Israel found itself in the same boat at many points in its chequered history. Nominally, they were a nation subject to the law of God. Even the king was required to respect the written opinion of Heaven in his dealings. King Ahab wanted Naboth’s vineyard for a vegetable garden, but rule of law stood in his way, so he went to bed and sulked. He rightly understood that even the king serves the written word.

I guarantee President Trump is not sulking in his bed this morning, but that is neither here nor there. We live in a different age.

But Ahab’s wife Jezebel was not from Israel. She was a Sidonian princess who worshiped Baal.

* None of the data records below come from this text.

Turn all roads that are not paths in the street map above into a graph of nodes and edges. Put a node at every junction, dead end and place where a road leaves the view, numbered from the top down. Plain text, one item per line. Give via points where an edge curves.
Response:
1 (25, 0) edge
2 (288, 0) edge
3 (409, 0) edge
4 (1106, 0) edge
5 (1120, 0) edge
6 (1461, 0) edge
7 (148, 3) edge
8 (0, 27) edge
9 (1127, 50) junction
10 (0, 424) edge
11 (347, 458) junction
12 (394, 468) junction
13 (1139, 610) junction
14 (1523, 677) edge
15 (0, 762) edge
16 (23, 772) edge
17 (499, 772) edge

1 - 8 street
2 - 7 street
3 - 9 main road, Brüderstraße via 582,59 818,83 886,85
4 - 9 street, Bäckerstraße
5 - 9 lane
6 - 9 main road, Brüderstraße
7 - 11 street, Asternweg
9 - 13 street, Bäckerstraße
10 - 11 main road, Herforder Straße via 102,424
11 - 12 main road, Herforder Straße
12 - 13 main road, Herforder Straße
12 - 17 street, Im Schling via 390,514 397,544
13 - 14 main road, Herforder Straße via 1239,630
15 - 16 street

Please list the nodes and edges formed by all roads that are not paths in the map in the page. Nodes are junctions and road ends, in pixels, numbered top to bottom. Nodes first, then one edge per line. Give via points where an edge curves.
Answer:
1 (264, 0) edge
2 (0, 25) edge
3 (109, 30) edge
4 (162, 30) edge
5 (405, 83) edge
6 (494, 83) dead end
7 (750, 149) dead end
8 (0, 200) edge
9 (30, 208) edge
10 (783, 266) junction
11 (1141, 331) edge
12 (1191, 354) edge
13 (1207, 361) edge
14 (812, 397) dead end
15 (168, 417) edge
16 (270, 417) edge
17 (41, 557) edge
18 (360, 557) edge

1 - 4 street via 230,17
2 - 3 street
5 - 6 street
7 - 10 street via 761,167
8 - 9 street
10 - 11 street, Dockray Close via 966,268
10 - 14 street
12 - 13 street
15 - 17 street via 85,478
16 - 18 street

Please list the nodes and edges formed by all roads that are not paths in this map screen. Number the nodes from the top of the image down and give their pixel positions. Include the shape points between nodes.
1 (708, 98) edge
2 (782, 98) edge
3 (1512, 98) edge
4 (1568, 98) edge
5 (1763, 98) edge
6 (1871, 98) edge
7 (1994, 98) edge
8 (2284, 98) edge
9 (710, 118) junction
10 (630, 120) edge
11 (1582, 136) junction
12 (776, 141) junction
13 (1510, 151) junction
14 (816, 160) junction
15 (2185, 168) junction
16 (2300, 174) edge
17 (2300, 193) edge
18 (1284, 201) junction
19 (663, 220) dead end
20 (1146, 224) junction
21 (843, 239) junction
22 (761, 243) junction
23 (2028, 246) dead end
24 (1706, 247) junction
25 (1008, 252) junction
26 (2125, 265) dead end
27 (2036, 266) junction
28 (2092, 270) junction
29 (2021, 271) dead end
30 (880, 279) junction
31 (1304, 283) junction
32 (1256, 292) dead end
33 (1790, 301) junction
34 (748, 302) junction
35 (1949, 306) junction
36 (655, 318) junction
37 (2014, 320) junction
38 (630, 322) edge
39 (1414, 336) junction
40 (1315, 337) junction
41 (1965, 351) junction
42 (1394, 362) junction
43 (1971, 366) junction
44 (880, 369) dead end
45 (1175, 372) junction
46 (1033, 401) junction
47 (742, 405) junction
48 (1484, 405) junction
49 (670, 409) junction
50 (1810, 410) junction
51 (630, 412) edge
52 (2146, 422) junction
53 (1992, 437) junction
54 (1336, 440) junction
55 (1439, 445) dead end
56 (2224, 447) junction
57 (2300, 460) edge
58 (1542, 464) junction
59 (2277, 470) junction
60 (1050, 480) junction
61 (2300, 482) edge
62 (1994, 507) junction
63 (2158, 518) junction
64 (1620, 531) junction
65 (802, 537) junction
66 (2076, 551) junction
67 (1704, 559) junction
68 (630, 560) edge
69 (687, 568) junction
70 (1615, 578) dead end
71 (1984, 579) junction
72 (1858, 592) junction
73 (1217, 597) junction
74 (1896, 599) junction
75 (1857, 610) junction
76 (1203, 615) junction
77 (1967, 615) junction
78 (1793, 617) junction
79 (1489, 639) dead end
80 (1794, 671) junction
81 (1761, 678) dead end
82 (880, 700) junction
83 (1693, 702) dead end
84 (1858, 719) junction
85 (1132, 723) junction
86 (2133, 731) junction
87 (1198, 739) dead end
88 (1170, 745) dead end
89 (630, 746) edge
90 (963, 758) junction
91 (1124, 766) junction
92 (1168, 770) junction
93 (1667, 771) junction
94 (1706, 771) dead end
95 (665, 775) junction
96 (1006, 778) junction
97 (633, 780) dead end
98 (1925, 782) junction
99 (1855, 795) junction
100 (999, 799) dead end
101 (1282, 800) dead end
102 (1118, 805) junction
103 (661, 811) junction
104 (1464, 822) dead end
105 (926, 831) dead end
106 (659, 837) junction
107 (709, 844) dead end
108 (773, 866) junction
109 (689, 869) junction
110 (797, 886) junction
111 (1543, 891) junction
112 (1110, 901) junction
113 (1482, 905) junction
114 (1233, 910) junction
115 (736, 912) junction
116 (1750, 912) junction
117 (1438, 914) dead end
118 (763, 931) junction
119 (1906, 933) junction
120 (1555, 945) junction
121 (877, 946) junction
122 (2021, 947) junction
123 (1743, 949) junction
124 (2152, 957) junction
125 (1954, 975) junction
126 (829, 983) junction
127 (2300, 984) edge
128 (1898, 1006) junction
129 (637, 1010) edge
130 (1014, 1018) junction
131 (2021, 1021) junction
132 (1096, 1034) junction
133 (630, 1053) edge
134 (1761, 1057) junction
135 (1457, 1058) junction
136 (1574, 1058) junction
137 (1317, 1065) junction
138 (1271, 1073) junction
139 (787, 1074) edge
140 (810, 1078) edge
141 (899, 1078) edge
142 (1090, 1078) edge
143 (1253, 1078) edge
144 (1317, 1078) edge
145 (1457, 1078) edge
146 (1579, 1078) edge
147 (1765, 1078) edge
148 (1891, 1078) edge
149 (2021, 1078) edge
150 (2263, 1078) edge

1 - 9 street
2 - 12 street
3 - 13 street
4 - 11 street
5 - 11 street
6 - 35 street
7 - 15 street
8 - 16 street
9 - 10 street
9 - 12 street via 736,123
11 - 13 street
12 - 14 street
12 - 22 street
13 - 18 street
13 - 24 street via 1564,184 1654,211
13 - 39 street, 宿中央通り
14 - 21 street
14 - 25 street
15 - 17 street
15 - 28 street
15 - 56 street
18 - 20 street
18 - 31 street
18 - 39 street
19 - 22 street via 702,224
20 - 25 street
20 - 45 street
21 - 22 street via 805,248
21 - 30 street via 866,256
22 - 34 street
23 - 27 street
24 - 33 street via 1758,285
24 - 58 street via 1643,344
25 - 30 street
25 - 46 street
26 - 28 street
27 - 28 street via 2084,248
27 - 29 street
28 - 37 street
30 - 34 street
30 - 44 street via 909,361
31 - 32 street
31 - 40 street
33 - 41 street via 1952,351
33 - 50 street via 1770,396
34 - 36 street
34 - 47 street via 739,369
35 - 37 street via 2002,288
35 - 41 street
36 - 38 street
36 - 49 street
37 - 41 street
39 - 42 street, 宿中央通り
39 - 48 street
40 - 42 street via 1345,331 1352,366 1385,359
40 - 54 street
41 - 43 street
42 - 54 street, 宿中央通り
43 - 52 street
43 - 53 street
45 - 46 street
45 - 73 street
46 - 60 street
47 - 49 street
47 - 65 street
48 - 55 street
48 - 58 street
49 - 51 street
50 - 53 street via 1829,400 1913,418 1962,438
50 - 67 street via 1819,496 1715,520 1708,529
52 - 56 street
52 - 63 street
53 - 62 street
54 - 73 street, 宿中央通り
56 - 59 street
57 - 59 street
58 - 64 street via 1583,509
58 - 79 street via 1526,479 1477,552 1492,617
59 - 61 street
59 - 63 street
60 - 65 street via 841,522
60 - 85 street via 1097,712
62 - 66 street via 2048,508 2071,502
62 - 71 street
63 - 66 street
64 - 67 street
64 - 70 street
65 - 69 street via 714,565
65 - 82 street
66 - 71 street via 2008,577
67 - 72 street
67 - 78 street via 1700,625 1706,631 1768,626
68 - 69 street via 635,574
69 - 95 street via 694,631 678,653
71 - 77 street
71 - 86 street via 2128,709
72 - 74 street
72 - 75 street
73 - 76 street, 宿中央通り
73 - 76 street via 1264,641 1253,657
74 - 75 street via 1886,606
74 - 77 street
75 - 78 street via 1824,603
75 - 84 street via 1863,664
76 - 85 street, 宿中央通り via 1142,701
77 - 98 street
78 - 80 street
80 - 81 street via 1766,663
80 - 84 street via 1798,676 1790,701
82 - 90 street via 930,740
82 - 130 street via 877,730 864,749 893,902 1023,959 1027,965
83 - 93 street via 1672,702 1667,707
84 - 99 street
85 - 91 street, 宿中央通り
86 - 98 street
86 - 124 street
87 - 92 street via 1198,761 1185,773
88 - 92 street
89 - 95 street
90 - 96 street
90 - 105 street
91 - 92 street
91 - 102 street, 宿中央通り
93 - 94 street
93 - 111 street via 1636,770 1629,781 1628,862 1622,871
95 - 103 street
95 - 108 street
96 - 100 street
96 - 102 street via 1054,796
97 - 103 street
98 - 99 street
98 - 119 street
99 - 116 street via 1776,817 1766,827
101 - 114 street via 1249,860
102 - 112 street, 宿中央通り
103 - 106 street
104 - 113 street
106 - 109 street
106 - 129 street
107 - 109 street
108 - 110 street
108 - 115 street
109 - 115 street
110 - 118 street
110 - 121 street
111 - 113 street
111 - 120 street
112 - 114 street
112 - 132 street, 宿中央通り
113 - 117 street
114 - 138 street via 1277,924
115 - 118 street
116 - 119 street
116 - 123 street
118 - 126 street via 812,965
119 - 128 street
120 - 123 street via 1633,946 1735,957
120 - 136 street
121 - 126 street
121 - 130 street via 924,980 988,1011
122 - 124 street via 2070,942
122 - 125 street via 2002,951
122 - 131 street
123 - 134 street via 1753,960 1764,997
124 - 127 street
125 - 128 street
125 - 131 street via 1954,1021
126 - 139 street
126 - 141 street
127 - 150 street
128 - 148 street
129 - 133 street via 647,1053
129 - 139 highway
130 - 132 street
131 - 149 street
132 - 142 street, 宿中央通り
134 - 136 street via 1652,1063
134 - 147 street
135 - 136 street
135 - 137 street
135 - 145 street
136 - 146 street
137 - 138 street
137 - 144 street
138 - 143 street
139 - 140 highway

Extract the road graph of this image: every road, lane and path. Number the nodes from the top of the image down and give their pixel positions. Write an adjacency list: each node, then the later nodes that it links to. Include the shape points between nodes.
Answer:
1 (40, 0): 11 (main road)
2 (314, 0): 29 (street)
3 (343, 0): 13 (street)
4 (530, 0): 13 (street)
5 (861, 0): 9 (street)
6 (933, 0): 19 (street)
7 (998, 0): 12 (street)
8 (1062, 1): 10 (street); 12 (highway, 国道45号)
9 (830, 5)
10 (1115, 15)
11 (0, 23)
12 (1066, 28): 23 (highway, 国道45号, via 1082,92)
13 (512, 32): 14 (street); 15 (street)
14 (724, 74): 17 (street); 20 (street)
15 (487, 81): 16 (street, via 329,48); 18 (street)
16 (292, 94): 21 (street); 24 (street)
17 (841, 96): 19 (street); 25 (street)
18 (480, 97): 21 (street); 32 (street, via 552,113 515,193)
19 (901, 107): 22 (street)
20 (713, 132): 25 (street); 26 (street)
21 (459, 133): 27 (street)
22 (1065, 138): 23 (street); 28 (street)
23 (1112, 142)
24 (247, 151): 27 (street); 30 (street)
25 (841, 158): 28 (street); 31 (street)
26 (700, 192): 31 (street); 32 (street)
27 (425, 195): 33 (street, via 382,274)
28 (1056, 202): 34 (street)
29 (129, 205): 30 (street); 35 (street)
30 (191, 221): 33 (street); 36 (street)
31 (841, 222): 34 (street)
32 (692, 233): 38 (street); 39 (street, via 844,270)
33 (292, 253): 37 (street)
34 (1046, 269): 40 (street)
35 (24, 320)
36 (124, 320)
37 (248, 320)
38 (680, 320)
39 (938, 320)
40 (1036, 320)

The law of Moses meant as little to her as the intent of the Founders appears to mean to Judge James Robart. She very efficiently arranged to have Naboth falsely accused of cursing God and the king and stoned to death. She used the technical mechanism of the law of Moses to accomplish what she was unwilling or unable to do with her own hands. There was the appearance of justice: two witnesses were found in compliance with rule of law, and the legal penalty for cursing God was meted out on Naboth, the alleged lawbreaker. It was all technically above board.

But the spirit of the law had been crushed like a bug. Its intent had been thwarted, though its letter had been respected.

The Inexorable Logic of Power Politics

From a Sidonian perspective Jezebel’s thinking was perfectly logical. Her metric was nothing more elegant than this: “Do you now govern Israel?”

Who’s on the throne? Who’s got the clout? That’s all that matters.

Will to power.

God’s opinion on all this? “The dogs shall eat Jezebel within the walls of Jezreel.” Judge Robart may come to a less grisly ending. We’ll see.

Servants and Shepherds

What can we learn from this? As Christians we are not subject to the law of Moses. As Gentile Christians we are definitely not under law — read Acts 15 if you have any concerns about that. Even if we were, it would be unhelpful to treat the New Testament as our own legal document or “constitution of the Church”, picking away at the technical definitions, deconstructing the Greek syntax and finding for ourselves convenient penumbras and implications entirely foreign to the spirit of its Writer.

The spirit, you say? That’s awfully tricky to discern, isn’t it?

Not really. Ahab was a wicked man, and had no interest in inquiring of the oracles of God in his day to understand what God wanted from the kings he allowed to occupy the throne of Israel. But had he done so, he would have found quite easily that the kings of Israel were never intended by God to behave themselves like they saw the kings of the nations around them doing. Their authority simply did not operate that way. Their job description was something else entirely: they were servants of the law and of the people. They were shepherds of the nation, put in place to lead God’s people out and bring them in safely again.

Discerning the Spirit

If Ahab had wanted to know the will of God with respect to Naboth’s vineyard, it was easily accessible. Kings have no greater right to any particular plot of dirt than anyone else. And hey, if Ahab couldn’t find his answer in the writings of the prophet Samuel, he could certainly find it by asking the prophet Elijah, who made frequent appearances in Samaria and never failed to have a godly opinion about the goings-on in Ahab’s palace.

It was not hard to find the will of God if Ahab had been willing to look for it, and it isn’t really that tough for us either. If we insist on reading the New Testament technically and pedantically, we will always be able to find some clever way to get what we want out of it. If we keep our eyes on the character of God, however, some interpretations are a great deal more in keeping with God’s well-established character than others.

Asking “What exactly do these words say?” is never enough. We need to ask what God intended by them. Otherwise we’re just playing word games.